Commercial Litigation a Sign of Woes of the Courts

The case involves a pair of French businessmen, one of Southeast Asia’s most elegant hotel chains and runs to the core of the many pitfalls in doing business in Cambodia.

When Pierre Ader, 48, arrived in Cambodia in 1996 and decided to become one of the first foreign in­vestors in the country’s nascent property sector alongside his friend and colleague Jean-Francois Henin, his plans were largely untested.

“We immediately decided to build serviced apartments because we saw there was a very big need at that time,” Mr Ader said in a recent interview in Phnom Penh.

Mr Ader is CEO of Fine Sky In­vestment Cambodia, which owns the Les Jardins du Bassac residential estate on Norodom Boulevard. And after a decade and a half of doing business here, Mr Ader now says Cambodia’s court system has failed to protect him and his business, a deterrent perennially cited by Cambodia’s business community.

After having successfully initiated one project, Mr Ader and Mr Henin signed a deal to build a luxury hotel in Siem Reap under the company name Victoria Angkor Co Ltd.

But in 2001, Mr Henin sold his stake to a man by the name of Francois Gontier, who according to French media reports and documents provided by Mr Ader, has since accumulated convictions in France for criminal activities including the transfer of funds without shareholder knowledge and acting without shareholder authorization.

Then things got worse. Mr Ader filed a complaint last year, accusing Mr Gontier of breach of trust for a string of allegations stretching back to 2005, including the alleged use of company funds to buy real estate, the transferring of company funds out of Cambodia, the failure to hold shareholder meetings and unilaterally changing accountants.

Mr Gontier then countersued for defamation. However, Siem Reap prosecutor Ty Sovannthal has proceeded with neither complaint, causing both men to appeal to prosecutors at the Court of Appeal.

Mr Gontier did not answer questions by e-mail and his lawyer, Kao Soupha, declined to comment. A woman at the head office of his company in Paris, Electricite et Eaux de Madagascar, which is listed on the Paris stock exchange, said Mr Gontier would be unavailable until the end of this month.

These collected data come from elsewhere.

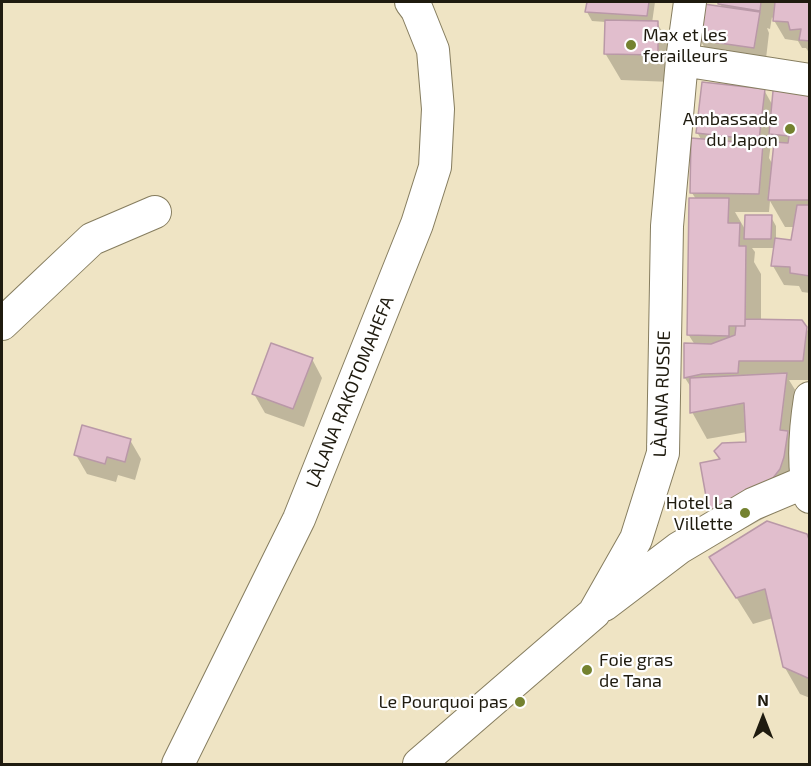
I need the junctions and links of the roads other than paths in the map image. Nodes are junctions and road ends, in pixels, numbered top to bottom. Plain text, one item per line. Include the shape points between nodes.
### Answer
1 (411, 2) edge
2 (690, 2) edge
3 (682, 60) junction
4 (810, 80) edge
5 (155, 212) dead end
6 (2, 324) edge
7 (810, 398) edge
8 (808, 487) edge
9 (594, 613) junction
10 (178, 765) edge
11 (419, 765) edge

1 - 10 street, LÀLANA RAKOTOMAHEFA via 433,50 438,109 435,167 417,224 299,519
2 - 3 street, LÀLANA RUSSIE
3 - 4 street
3 - 9 street, LÀLANA RUSSIE via 667,226 663,453 636,539
5 - 6 street via 92,239
7 - 8 street via 805,456
8 - 9 street via 753,504 679,548
9 - 11 street, LÀLANA RUSSIE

If Mr Gontier looses, Mr Ader said, he risks much sterner consequences in France where shareholders will demand answers about how funds from the company’s assets in Cambodia have been administered.

But seeing his case dropped at the first hurdle, he said he is not holding out much hope.

The court case being battled out between Mr Ader and Mr Gontier comes as the government—with support from the International Finance Corporation and Asian Development Bank—are training a group of 54 candidates to become commercial arbitrators in Cambodia’s National Arbitration Center.

Analysts said the institution will provide an alternative commercial dispute mechanism to resolve business disputes quicker and less expensively than if they entered the court system.

“For Cambodia’s future it is critical that investors feel comfortable with the judiciary,” said Bradley Gordon, managing partner at Gordon & Associates, a legal consultancy in Phnom Penh. “It is definitely one of the top issues.”

Mr Gordon said that the introduction of the National Arbitration Center would greatly help with improving investor confidence in Cambodia.

“There is general concern. Investors always ask us about rule of law and about the judiciary,” he added.

“In a general sense we all know that Cambodia, Vietnam and Thailand have a long way to go until their legal systems meet the kind of standards that we are accustomed to in the West,” said Marc Lavoie, managing partner at Cambodia Capital, a financial consultancy firm. “I think it will deter some investors clearly.”

Siem Reap prosecutor Ty Sovannthal confirmed last week that he had decided not to proceed with the cases of Mr Ader and Mr Gontier, though he did not explain why and referred all questions to the plaintiffs’ lawyers.

Mr Ader’s lawyer Ly Vengheng, said the provincial court had decided not to proceed with either Mr Ader’s or Mr Gontier’s complaints because it did not deem them as criminal matters.